The ceremony of Communion calls us to remember Christ's death.

I came awake at about 6 A.M. on a Saturday morning when we were living in New Jersey, and I knew I had heard something in my sleep extremely familiar yet unusual enough to have wakened me. I lay there trying to search the receding remnants of my dreams to see if I could identify the sound, and then it came again. I knew at once what it was, though I couldn't figure out how I was hearing it. It was the whistle of a steam locomotive. I jumped out of bed and telephoned the railroad station. Yes, said the ticket agent. There was a steam engine chugging through Morristown. Yes, there was to be a railroad bus excursion that day from the station in the nearby town of Dover. I rushed into my clothes and headed the car toward Dover because I feel about steam engines the way you do about football or volleyball.

When I heard the steam whistle, even though I was asleep, it set off the memory bank in my mind. It took me back to my childhood bed when I would lie in the dark and hear the shrieks of the engines and associate that with travel, which I thought was the most exciting adult thing anyone could ever do. Decades removed from the sound and emotion a steam engine and a steam whistle stirred, I can never hear it again without being instantly transported over time and space to those childhood associations. Sounds, like sights and smells, can easily do that.
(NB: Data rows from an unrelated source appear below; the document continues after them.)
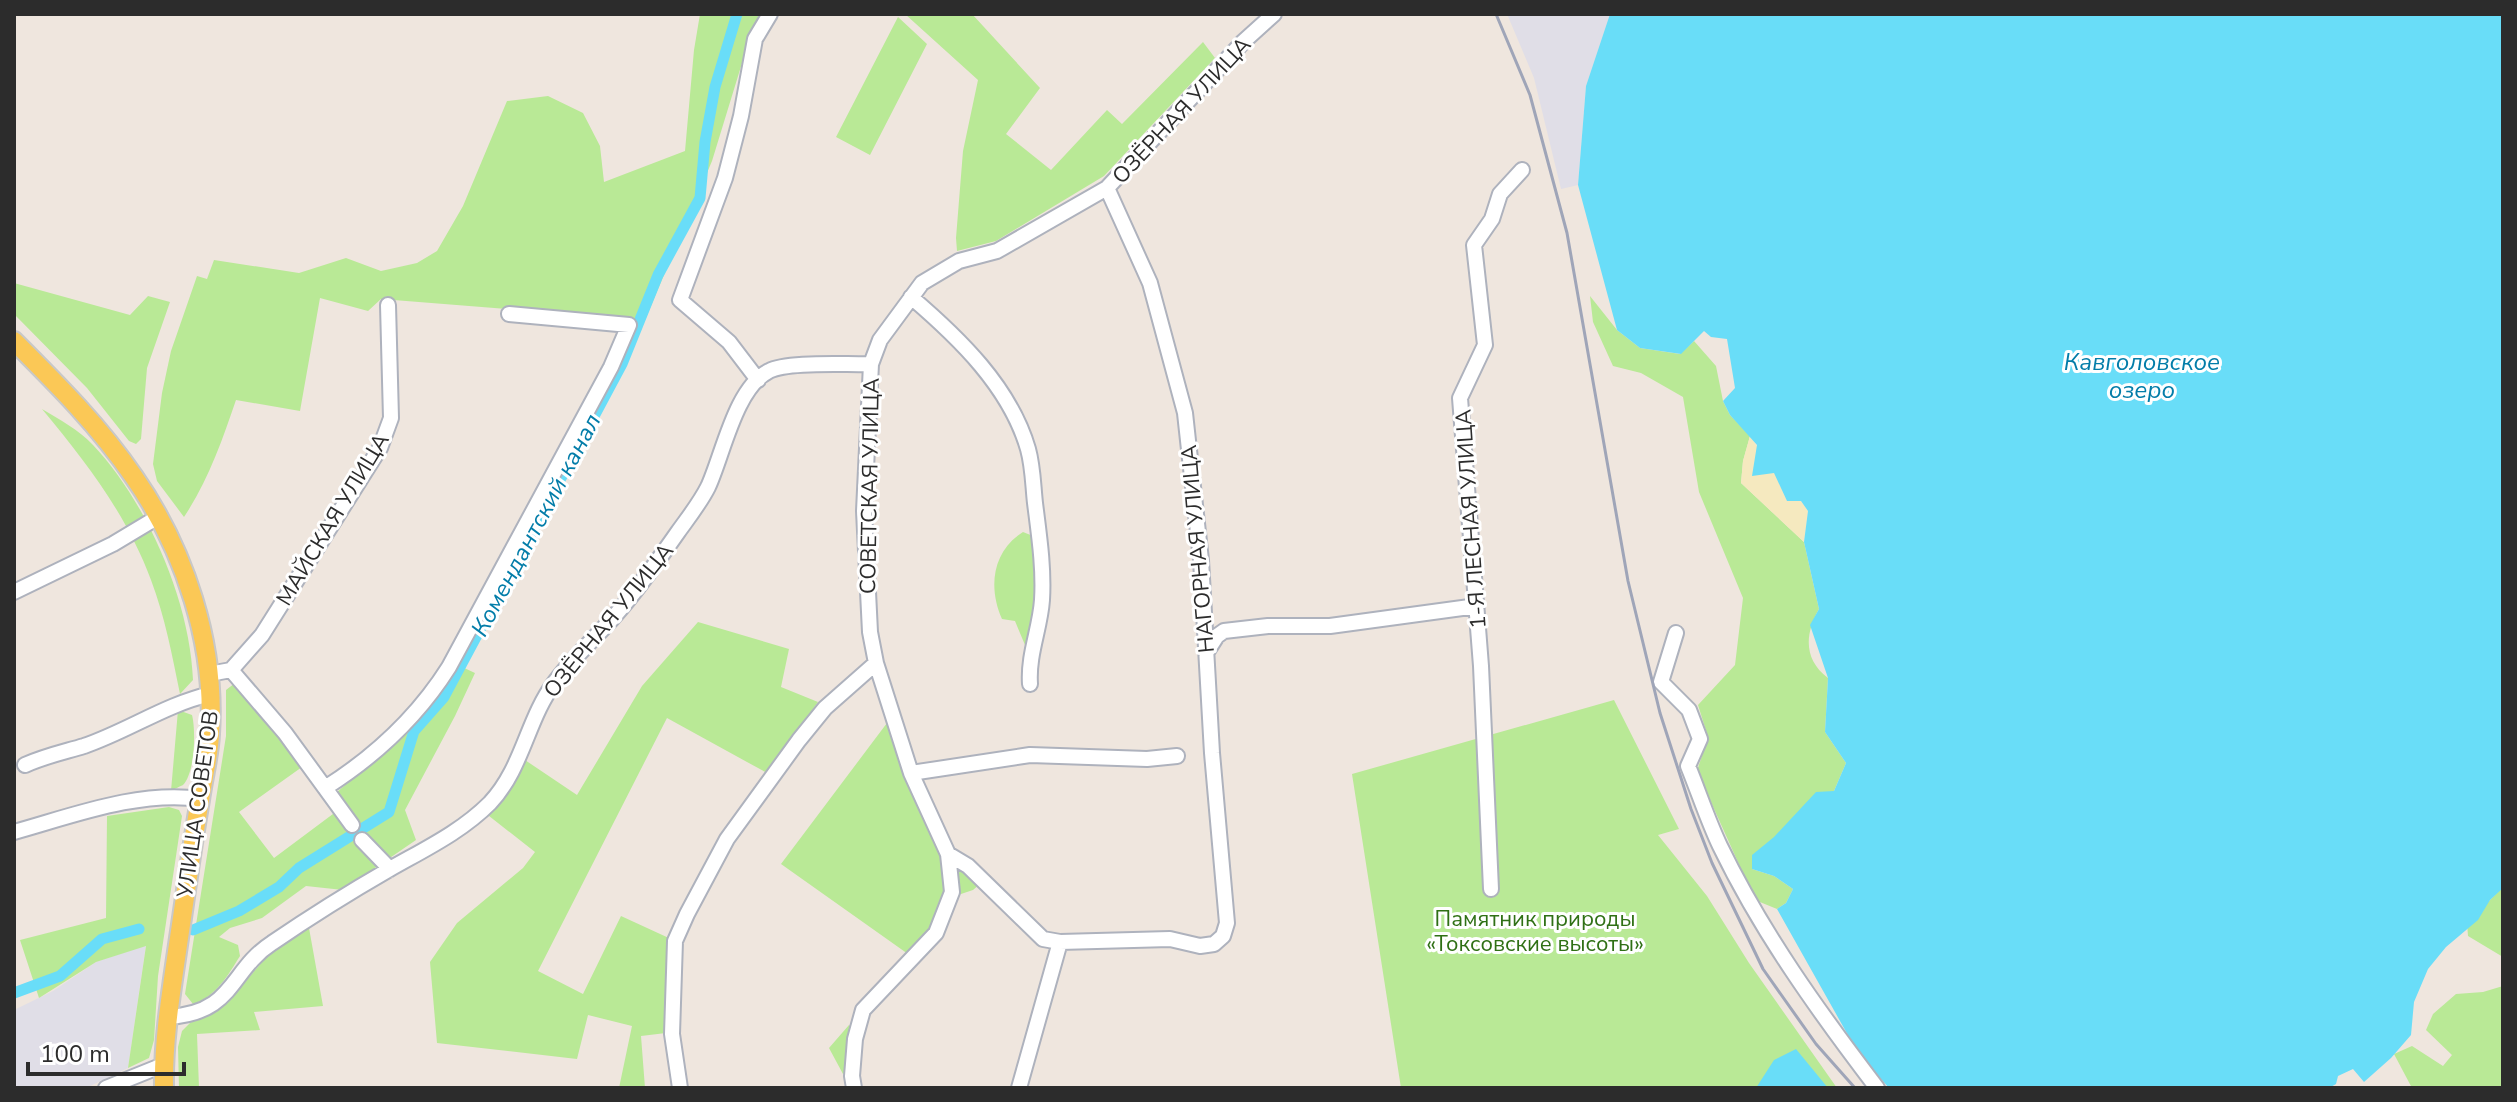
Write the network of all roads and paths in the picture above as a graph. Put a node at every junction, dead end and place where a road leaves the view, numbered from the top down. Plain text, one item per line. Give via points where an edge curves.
1 (770, 14) edge
2 (1274, 14) edge
3 (1522, 170) dead end
4 (1107, 188) junction
5 (911, 297) junction
6 (388, 305) dead end
7 (509, 314) dead end
8 (14, 341) edge
9 (871, 364) junction
10 (758, 380) junction
11 (158, 517) junction
12 (14, 592) edge
13 (1477, 606) junction
14 (1676, 633) dead end
15 (1206, 653) junction
16 (876, 663) junction
17 (231, 670) junction
18 (209, 674) junction
19 (1030, 684) dead end
20 (211, 694) junction
21 (1177, 756) dead end
22 (25, 765) dead end
23 (911, 773) junction
24 (325, 788) junction
25 (200, 799) junction
26 (352, 825) dead end
27 (14, 832) edge
28 (362, 840) dead end
29 (948, 854) junction
30 (390, 869) junction
31 (1491, 889) dead end
32 (1060, 942) junction
33 (168, 1017) junction
34 (163, 1065) junction
35 (106, 1088) edge
36 (164, 1088) edge
37 (680, 1088) edge
38 (854, 1088) edge
39 (1019, 1088) edge
40 (1877, 1088) edge

1 - 10 street via 755,39 725,178 680,300 729,342
2 - 4 street, ОЗЁРНАЯ УЛИЦА
3 - 13 street, 1-Я ЛЕСНАЯ УЛИЦА via 1500,194 1492,219 1474,245 1485,345 1460,398
4 - 5 street, ОЗЁРНАЯ УЛИЦА via 997,251 959,261 922,283
4 - 15 street, НАГОРНАЯ УЛИЦА via 1150,283 1185,413
5 - 9 street, ОЗЁРНАЯ УЛИЦА via 880,340
5 - 19 street via 946,327 999,387 1027,449 1040,531 1042,602 1030,654
6 - 17 street, МАЙСКАЯ УЛИЦА via 391,418 380,448 262,635
7 - 24 street via 629,325 430,698
8 - 11 main road, УЛИЦА СОВЕТОВ via 106,440
9 - 10 street via 792,366 769,370
9 - 16 street, СОВЕТСКАЯ УЛИЦА via 864,511
10 - 30 street, ОЗЁРНАЯ УЛИЦА via 746,393 707,489 651,572 554,683 536,712 513,773 492,801 468,824
11 - 12 street
11 - 18 main road, УЛИЦА СОВЕТОВ via 197,613
13 - 15 street via 1330,626 1224,631
13 - 31 street, 1-Я ЛЕСНАЯ УЛИЦА
14 - 40 street via 1661,682 1689,710 1700,739 1688,766 1719,844 1787,962
15 - 32 street, НАГОРНАЯ УЛИЦА via 1227,923 1223,936 1200,946 1170,939
16 - 23 street, СОВЕТСКАЯ УЛИЦА
16 - 37 street via 825,708 799,740 727,839 687,914 675,941 672,1034
17 - 18 street
17 - 24 street
18 - 20 main road, УЛИЦА СОВЕТОВ
20 - 22 street
20 - 25 main road, УЛИЦА СОВЕТОВ
21 - 23 street via 1030,755
23 - 29 street, СОВЕТСКАЯ УЛИЦА
24 - 26 street
25 - 27 street via 140,801
25 - 33 main road, УЛИЦА СОВЕТОВ
28 - 30 street
29 - 32 street via 968,866 1043,939
29 - 38 street, СОВЕТСКАЯ УЛИЦА via 952,892 936,933 863,1010 855,1039
30 - 33 street, ОЗЁРНАЯ УЛИЦА via 266,946 211,1005 187,1016
32 - 39 street
33 - 34 main road, УЛИЦА СОВЕТОВ
34 - 35 street
34 - 36 main road, УЛИЦА СОВЕТОВ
Every once in a while I hear a clock, the chimes of which sound like those which were on the mantle in my grandfather's house fifty years ago and I am instantly taken back. To say, "They're playing our song," is a hackneyed joke, and yet the right music will unfailingly awaken memories to special times and special places and special circumstances on which the treasured foundations of life are built; music has that power more than anything, I believe. A voice in the crowd sounds like someone you used to know, someone you cared about, someone now gone. Yet the sound opens a whole hind of recollections you didn't even know you had stored away in your heart. The way the floor creaks in one certain spot is the way the floor creaked in our first home after we were married, and if I step on that particular board I am instantly back years to that place and to that time in our lives.

The echoes of certain sounds are mighty reminders of things that used to be once but are no more. Sometimes those memories can be very pleasant and sometimes very painful.

Every rooster crow reminded Peter of the night Jesus was arrested.

What do you suppose went through Peter's mind all the rest of his life whenever he heard a rooster crow in the morning dawn? I must say, I tend to be less critical of Peter than some. There is a legend that all the rest of Peter's life when people would recognize him in the street, unkindly, behind his back, in derision, they'd whistle the rooster's call; and he'd look back but he couldn't tell who'd done it.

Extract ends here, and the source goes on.